Beyond the Wal-Martspeak about who qualifies as a full-time worker, Bath had bigger things to worry about, namely, Wal-Mart's quest to vertically integrate the shopping experience. The traditional Wal-Mart discount store -- which powered the bulk of Wal-Mart's first $50 billion in sales -- can be seen as just the first of three waves of multibillion-dollar corporate growth. The second wave began in 1983, when the company entered the club-store/warehouse business, opening its first Sam's, which sold dry goods in bulk. Bill King recalls recently going into a Sam's and finding motor oil priced below what his distributor charges. That meant that Sam's, buying in significant quantities, had the power to "turn the market on itself," as King puts it. Retailers could simply bypass their distributors in favor of Sam's -- and Sam's could take revenues from local merchants on two levels: as a supplier at the wholesale level, and as a competitor at retail. Wal-Mart envisions being a $100-billion company by the year 2000, with the spread of Sam's stores to as many as 500 units fueling much of that growth.

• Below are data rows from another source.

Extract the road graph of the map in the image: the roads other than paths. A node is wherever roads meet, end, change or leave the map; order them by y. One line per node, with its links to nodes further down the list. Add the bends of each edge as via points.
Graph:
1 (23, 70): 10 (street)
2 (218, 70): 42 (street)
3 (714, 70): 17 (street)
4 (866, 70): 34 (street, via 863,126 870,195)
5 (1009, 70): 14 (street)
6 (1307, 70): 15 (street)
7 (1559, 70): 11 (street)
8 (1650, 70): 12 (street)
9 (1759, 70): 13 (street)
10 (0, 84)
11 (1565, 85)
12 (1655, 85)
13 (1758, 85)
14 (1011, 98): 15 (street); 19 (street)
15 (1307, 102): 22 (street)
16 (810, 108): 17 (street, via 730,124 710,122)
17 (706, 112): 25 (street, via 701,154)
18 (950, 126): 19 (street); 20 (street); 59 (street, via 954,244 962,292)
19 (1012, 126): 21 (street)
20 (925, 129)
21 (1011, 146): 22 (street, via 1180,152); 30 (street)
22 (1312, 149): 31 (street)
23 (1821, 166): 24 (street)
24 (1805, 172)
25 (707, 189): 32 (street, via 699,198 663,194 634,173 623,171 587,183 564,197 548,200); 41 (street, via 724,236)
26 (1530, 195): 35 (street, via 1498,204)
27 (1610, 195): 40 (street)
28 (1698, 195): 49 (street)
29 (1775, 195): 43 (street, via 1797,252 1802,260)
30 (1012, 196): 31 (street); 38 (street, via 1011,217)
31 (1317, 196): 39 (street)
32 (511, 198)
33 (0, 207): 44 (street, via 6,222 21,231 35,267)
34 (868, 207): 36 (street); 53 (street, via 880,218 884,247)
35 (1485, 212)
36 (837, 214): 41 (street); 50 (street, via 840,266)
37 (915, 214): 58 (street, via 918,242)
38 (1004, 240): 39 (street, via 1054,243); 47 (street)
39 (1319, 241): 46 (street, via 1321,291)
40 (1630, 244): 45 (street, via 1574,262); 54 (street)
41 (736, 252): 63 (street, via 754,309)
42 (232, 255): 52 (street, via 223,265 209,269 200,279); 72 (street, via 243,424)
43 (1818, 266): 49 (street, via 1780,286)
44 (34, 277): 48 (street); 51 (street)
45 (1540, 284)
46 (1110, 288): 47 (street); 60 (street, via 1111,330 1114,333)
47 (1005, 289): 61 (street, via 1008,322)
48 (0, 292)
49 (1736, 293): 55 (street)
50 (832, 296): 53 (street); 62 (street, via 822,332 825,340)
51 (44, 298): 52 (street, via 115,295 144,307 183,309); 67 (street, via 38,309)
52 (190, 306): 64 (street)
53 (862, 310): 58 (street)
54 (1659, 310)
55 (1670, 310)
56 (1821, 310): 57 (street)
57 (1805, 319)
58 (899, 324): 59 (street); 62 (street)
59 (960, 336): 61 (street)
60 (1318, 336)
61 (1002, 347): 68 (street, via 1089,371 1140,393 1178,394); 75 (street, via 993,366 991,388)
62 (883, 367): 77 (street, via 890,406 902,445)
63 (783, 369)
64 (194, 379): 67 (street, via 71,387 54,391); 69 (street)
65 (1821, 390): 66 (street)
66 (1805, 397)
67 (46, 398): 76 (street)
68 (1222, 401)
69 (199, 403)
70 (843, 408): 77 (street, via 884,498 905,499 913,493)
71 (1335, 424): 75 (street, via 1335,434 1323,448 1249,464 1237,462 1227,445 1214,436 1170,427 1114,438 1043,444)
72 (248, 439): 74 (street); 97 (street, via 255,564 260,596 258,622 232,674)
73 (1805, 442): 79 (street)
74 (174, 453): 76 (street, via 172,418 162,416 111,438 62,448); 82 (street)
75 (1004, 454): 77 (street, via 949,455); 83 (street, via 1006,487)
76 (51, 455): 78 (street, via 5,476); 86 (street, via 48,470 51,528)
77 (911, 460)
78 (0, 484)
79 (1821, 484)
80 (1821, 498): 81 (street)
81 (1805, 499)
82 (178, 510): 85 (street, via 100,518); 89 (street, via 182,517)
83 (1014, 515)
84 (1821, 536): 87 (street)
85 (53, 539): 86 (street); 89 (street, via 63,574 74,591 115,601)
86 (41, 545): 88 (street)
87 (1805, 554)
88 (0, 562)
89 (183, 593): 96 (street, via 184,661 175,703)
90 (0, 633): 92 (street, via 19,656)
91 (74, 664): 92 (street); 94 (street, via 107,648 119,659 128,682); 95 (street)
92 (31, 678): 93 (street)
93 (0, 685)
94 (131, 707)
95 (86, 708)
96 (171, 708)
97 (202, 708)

And then there is the third wave of the Wal-Mart growth strategy, which could turn the corporation into a retailing colossus. That involves entering the $362-billion-a-year grocery market, which Wal-Mart has begun addressing through its Supercenters, combination discount stores and supermarkets. (The first of those opened in 1988, and today there are 35.) Also, in 1991 Wal-Mart bought McLane's, a grocery distributor with $3.7 billion in sales. In 1992 it bought the Phillips Cos., an Arkansas-based grocery chain with $290 million in sales. Taken together, those two acquisitions allow Wal-Mart to operate a controlled experiment and refine the concept before rolling it out nationwide.